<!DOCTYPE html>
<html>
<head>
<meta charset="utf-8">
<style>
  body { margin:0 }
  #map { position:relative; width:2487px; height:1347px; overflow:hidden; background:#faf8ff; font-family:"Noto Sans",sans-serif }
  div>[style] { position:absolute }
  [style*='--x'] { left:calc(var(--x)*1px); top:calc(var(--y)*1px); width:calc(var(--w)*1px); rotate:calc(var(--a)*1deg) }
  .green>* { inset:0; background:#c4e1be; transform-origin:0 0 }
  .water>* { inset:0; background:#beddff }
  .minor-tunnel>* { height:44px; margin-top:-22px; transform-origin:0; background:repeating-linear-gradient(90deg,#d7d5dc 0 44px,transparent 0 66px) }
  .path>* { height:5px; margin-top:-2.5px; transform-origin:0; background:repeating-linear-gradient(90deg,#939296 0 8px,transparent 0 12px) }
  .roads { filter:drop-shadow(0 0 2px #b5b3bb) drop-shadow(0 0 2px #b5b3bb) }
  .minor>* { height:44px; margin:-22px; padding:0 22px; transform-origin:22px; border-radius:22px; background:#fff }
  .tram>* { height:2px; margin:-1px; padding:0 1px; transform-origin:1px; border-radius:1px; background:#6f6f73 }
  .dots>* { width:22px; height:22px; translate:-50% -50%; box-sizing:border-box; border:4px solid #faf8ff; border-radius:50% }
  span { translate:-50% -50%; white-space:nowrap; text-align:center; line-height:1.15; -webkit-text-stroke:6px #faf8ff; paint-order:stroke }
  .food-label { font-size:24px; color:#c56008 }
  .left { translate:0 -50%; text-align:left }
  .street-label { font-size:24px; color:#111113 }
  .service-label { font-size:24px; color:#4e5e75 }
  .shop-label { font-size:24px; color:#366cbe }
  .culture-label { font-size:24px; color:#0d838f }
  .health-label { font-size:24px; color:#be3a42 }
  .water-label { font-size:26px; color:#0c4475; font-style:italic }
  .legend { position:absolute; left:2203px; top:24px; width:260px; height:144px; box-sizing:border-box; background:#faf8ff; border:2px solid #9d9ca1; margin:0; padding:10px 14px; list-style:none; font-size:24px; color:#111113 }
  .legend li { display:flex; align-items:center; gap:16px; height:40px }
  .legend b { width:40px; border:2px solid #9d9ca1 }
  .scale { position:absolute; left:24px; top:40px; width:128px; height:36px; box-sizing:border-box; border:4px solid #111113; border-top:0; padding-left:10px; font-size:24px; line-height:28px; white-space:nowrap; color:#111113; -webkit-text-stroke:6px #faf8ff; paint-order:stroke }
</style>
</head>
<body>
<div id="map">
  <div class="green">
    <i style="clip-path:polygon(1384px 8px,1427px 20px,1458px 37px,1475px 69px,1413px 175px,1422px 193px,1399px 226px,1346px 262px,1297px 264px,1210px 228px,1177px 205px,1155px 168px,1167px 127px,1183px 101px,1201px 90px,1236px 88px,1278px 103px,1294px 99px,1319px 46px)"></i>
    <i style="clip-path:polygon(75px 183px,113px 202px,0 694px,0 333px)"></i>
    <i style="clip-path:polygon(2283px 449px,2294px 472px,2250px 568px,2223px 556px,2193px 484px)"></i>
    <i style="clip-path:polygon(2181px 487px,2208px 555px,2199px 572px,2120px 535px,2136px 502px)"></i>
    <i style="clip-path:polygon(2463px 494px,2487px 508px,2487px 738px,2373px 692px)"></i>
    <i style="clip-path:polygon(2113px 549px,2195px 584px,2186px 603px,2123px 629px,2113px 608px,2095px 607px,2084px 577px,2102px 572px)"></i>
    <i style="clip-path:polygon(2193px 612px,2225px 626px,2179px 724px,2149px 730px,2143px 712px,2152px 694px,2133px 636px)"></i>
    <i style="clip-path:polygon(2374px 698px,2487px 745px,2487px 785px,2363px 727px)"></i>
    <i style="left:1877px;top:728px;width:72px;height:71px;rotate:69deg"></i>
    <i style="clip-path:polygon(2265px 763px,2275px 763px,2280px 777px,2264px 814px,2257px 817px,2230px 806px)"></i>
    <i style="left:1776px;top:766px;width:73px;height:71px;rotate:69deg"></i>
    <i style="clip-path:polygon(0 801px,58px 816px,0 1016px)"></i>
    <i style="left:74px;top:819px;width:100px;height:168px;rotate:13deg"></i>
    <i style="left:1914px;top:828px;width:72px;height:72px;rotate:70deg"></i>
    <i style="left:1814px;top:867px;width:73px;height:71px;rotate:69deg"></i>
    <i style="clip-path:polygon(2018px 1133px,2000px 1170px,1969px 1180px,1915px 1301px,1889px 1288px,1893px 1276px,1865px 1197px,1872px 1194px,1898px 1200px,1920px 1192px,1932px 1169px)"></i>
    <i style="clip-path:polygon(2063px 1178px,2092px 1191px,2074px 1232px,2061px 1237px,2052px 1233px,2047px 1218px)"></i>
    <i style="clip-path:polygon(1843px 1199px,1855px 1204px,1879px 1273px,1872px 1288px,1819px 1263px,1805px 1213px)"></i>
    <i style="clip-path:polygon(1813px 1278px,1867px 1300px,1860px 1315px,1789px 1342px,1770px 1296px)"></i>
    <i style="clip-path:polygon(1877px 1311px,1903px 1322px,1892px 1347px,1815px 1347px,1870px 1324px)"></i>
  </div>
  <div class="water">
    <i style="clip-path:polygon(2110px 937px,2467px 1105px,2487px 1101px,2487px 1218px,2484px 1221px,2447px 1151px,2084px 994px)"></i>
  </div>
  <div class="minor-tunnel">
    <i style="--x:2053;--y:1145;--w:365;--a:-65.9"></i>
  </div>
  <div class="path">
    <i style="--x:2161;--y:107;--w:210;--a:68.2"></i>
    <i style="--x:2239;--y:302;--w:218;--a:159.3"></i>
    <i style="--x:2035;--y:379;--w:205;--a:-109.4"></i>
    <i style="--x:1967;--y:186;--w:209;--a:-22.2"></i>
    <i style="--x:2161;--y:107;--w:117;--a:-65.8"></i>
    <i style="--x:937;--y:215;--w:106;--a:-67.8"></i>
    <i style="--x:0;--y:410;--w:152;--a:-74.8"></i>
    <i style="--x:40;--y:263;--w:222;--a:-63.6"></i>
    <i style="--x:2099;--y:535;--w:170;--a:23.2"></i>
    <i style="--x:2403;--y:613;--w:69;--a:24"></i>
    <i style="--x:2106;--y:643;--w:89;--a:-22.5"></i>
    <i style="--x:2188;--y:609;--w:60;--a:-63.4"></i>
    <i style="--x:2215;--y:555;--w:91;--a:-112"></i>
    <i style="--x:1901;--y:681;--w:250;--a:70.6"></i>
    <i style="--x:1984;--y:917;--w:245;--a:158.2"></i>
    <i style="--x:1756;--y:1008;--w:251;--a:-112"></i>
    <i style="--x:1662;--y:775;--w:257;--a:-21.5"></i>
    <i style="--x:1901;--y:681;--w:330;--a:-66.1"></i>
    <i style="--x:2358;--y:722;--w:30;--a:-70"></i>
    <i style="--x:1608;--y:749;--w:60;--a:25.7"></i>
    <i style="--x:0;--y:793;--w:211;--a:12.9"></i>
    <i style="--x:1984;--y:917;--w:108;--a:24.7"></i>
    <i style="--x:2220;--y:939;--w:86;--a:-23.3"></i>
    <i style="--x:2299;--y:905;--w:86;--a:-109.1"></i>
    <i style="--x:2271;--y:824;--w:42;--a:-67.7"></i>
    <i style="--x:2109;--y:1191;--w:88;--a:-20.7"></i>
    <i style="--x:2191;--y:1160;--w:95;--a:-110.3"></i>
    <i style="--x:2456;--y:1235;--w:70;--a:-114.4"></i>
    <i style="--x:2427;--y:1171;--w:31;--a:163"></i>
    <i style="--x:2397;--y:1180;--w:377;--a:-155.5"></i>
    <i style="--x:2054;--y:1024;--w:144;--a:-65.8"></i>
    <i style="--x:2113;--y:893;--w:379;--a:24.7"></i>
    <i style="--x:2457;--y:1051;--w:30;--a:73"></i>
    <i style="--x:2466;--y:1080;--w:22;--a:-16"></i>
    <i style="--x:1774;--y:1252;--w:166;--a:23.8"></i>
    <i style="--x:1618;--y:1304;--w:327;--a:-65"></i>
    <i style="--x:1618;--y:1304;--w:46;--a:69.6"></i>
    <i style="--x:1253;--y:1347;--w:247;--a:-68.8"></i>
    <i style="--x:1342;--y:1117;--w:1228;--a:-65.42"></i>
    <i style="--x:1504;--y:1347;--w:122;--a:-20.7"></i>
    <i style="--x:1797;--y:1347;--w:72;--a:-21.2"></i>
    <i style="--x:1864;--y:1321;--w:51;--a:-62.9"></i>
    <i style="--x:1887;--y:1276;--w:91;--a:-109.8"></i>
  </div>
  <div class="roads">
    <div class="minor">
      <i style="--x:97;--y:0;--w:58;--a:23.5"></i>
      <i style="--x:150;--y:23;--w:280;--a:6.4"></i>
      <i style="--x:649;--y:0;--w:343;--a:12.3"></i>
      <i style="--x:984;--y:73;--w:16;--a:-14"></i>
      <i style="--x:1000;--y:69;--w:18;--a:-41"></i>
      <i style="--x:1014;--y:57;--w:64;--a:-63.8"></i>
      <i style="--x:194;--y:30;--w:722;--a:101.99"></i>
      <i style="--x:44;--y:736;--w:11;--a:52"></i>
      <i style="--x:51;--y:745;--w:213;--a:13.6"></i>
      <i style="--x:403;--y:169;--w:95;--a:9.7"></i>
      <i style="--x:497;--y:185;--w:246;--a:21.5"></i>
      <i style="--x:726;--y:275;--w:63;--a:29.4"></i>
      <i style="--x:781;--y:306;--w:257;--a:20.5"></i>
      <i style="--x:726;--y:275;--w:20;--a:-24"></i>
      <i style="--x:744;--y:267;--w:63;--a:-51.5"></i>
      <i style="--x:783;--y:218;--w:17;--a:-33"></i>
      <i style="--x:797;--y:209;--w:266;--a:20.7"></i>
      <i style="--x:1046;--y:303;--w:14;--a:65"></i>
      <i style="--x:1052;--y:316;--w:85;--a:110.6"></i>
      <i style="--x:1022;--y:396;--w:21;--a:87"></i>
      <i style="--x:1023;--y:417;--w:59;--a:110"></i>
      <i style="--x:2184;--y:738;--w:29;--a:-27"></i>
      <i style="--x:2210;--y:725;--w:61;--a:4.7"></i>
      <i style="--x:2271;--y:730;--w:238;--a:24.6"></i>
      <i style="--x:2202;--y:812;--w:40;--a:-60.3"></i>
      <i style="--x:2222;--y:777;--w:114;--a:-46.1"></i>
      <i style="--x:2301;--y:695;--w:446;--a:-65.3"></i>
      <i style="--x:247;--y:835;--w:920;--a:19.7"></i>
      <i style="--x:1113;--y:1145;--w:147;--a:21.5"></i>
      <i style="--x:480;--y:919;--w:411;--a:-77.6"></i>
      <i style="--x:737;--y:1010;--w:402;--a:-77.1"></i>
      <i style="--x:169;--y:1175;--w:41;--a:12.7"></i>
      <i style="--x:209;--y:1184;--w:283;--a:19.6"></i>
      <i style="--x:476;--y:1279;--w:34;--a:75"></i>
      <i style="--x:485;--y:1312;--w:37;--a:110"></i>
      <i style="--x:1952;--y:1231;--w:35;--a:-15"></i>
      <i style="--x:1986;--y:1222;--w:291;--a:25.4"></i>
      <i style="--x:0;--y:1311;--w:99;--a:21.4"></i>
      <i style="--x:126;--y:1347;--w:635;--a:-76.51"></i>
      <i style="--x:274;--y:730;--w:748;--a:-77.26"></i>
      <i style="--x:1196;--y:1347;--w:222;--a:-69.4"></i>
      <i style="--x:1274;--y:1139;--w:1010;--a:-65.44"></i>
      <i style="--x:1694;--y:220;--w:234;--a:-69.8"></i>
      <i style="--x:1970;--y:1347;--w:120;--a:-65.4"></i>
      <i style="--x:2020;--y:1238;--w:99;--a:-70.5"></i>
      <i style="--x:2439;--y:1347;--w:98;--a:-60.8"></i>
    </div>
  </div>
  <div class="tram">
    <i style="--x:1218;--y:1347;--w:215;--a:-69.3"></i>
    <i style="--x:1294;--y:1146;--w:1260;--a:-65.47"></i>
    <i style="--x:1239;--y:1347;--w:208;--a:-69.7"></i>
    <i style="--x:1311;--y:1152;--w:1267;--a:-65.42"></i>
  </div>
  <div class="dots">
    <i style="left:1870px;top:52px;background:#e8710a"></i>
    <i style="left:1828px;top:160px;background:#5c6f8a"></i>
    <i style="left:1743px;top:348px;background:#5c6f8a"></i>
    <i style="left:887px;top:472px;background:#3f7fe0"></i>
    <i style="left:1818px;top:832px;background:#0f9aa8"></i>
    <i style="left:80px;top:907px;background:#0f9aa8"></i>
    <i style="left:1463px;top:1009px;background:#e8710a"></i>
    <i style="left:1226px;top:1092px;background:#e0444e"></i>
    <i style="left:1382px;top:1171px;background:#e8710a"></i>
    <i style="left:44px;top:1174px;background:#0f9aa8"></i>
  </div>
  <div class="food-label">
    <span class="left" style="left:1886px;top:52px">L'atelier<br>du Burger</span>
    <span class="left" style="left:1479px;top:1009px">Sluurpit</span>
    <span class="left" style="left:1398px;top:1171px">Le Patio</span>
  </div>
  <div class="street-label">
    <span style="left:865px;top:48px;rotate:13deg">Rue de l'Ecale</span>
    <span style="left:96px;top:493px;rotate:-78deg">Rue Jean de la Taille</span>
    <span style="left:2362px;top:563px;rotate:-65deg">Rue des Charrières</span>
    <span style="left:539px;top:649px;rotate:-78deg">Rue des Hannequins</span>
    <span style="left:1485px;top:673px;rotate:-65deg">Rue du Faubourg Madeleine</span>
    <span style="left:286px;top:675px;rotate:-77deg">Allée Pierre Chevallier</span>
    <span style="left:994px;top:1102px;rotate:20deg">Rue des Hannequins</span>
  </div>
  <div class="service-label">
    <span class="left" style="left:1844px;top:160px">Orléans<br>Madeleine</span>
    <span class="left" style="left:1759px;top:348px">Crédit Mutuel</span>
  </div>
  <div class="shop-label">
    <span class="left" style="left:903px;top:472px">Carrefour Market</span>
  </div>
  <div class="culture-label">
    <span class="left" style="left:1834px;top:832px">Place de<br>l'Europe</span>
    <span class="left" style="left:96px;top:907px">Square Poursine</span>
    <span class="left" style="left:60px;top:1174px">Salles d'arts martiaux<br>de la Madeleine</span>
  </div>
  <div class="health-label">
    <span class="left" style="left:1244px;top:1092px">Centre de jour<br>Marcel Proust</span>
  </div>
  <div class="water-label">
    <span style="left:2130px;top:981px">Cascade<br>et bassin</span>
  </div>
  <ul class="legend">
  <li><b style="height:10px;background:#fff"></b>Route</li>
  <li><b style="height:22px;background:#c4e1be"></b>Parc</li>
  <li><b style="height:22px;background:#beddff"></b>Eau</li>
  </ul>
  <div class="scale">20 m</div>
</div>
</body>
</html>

**EXERCISE**
Your reply must be one number, namely the count of lines above that hold the string "inset".

**ANSWER TO THIS EXERCISE**
2